**TASK DIRECTIONS**: Copy out each line below containing "中山高速公路".

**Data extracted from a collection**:
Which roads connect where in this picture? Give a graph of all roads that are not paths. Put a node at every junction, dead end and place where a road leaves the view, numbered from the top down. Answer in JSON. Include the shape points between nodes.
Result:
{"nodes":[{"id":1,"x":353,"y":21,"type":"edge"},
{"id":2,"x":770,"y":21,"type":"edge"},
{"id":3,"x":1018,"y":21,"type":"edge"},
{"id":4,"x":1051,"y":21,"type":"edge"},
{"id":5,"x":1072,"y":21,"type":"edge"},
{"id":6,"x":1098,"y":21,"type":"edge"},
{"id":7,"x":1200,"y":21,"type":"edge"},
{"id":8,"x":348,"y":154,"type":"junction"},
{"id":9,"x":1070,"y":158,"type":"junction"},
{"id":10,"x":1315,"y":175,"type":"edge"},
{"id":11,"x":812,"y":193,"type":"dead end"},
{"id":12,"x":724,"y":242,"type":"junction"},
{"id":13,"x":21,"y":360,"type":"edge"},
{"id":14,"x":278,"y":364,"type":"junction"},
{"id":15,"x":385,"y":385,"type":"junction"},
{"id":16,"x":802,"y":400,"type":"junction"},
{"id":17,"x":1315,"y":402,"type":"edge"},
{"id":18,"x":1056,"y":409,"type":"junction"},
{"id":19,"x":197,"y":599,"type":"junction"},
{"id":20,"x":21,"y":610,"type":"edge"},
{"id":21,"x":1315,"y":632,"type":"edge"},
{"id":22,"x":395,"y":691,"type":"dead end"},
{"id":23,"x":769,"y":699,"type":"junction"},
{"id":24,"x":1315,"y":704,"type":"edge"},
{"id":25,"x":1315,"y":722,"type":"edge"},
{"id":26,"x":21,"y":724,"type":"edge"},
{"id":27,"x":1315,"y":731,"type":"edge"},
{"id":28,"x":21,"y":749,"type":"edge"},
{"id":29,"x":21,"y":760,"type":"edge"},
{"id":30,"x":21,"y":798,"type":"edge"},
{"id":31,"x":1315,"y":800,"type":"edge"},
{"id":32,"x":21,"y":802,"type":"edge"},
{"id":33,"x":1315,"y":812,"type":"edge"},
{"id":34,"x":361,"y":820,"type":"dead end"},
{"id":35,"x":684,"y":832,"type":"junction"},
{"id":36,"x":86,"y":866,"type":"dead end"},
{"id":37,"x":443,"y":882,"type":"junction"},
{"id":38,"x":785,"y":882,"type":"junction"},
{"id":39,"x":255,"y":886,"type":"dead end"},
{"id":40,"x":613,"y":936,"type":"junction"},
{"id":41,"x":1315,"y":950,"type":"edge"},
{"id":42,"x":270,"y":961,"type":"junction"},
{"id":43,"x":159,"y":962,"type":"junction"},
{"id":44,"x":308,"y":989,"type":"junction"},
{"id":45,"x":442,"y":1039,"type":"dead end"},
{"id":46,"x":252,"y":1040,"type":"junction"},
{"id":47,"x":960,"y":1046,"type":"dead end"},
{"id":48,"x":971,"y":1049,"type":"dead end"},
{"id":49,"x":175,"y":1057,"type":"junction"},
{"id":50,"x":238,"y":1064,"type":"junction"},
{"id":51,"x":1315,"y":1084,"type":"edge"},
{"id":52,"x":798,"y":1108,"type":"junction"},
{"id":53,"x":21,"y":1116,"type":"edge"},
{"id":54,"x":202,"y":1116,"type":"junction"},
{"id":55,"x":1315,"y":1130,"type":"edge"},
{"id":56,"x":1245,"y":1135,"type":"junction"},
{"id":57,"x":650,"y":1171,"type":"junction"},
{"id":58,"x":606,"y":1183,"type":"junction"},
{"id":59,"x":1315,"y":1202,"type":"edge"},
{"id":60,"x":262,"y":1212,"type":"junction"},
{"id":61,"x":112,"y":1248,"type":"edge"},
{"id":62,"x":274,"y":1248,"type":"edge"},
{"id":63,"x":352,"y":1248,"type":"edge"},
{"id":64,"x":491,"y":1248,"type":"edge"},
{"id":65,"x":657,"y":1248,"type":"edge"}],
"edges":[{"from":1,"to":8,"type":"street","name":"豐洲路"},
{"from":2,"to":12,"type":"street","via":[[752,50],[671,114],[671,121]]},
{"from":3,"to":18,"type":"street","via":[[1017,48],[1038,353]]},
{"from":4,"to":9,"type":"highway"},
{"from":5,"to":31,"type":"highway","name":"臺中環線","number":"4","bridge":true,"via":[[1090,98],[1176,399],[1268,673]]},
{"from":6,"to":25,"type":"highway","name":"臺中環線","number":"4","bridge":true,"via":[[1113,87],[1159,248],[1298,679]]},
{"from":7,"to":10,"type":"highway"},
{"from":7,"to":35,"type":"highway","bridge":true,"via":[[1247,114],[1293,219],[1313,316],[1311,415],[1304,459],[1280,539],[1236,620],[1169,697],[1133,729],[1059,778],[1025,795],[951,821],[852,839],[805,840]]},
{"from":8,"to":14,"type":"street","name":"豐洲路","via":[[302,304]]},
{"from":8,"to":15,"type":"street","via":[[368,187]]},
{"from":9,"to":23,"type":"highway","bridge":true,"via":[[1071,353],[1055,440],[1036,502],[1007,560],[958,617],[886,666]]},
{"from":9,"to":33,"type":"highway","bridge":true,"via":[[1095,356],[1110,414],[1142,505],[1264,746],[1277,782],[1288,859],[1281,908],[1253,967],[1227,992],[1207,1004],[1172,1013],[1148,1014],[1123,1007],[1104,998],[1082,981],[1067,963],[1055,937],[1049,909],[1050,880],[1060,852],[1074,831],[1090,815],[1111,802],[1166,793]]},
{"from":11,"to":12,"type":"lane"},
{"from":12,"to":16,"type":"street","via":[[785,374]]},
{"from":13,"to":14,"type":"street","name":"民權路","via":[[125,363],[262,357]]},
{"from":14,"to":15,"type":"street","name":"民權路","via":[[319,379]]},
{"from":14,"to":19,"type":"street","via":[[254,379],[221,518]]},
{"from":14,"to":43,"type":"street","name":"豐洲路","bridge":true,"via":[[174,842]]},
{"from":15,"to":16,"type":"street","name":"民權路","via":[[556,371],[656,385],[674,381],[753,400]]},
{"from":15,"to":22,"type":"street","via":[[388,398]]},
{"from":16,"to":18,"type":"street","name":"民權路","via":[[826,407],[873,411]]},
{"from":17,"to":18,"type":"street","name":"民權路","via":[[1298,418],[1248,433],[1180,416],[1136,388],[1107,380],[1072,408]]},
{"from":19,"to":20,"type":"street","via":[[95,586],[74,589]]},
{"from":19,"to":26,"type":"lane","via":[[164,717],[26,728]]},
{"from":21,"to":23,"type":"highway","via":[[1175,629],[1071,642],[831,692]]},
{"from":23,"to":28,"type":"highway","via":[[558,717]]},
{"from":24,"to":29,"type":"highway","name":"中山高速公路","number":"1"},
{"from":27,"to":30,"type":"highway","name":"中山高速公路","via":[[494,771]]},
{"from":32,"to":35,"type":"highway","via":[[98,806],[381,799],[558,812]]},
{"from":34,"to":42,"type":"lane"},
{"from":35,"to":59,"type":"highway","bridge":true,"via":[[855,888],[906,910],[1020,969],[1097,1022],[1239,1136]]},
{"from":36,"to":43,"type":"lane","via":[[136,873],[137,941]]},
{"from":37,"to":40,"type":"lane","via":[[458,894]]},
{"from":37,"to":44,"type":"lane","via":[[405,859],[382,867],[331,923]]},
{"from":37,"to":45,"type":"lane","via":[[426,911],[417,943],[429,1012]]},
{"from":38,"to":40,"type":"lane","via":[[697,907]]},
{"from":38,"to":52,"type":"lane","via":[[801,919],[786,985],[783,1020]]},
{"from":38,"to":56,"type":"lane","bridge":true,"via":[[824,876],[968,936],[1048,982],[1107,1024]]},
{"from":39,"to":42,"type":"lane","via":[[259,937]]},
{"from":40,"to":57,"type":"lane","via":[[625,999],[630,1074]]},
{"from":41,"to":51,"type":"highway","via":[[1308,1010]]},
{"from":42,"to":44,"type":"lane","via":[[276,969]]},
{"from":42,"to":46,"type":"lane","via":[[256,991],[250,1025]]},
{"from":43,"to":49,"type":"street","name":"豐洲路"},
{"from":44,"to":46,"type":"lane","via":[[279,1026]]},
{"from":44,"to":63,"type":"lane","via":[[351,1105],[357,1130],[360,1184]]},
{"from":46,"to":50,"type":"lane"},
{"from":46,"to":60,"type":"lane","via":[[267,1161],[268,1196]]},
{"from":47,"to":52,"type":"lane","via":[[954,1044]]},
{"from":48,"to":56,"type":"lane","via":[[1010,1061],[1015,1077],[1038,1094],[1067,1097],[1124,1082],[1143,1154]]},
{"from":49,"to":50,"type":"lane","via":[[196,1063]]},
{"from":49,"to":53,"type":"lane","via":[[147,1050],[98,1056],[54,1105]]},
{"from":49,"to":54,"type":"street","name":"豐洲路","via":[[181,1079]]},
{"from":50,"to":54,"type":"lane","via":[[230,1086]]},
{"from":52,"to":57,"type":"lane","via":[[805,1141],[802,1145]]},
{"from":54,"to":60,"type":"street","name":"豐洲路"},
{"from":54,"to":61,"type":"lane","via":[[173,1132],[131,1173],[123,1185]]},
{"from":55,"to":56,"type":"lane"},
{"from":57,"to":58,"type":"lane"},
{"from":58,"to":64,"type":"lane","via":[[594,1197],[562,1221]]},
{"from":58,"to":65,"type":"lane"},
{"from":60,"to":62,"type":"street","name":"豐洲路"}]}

**TASK OUTPUT**:
{"from":24,"to":29,"type":"highway","name":"中山高速公路","number":"1"},
{"from":27,"to":30,"type":"highway","name":"中山高速公路","via":[[494,771]]},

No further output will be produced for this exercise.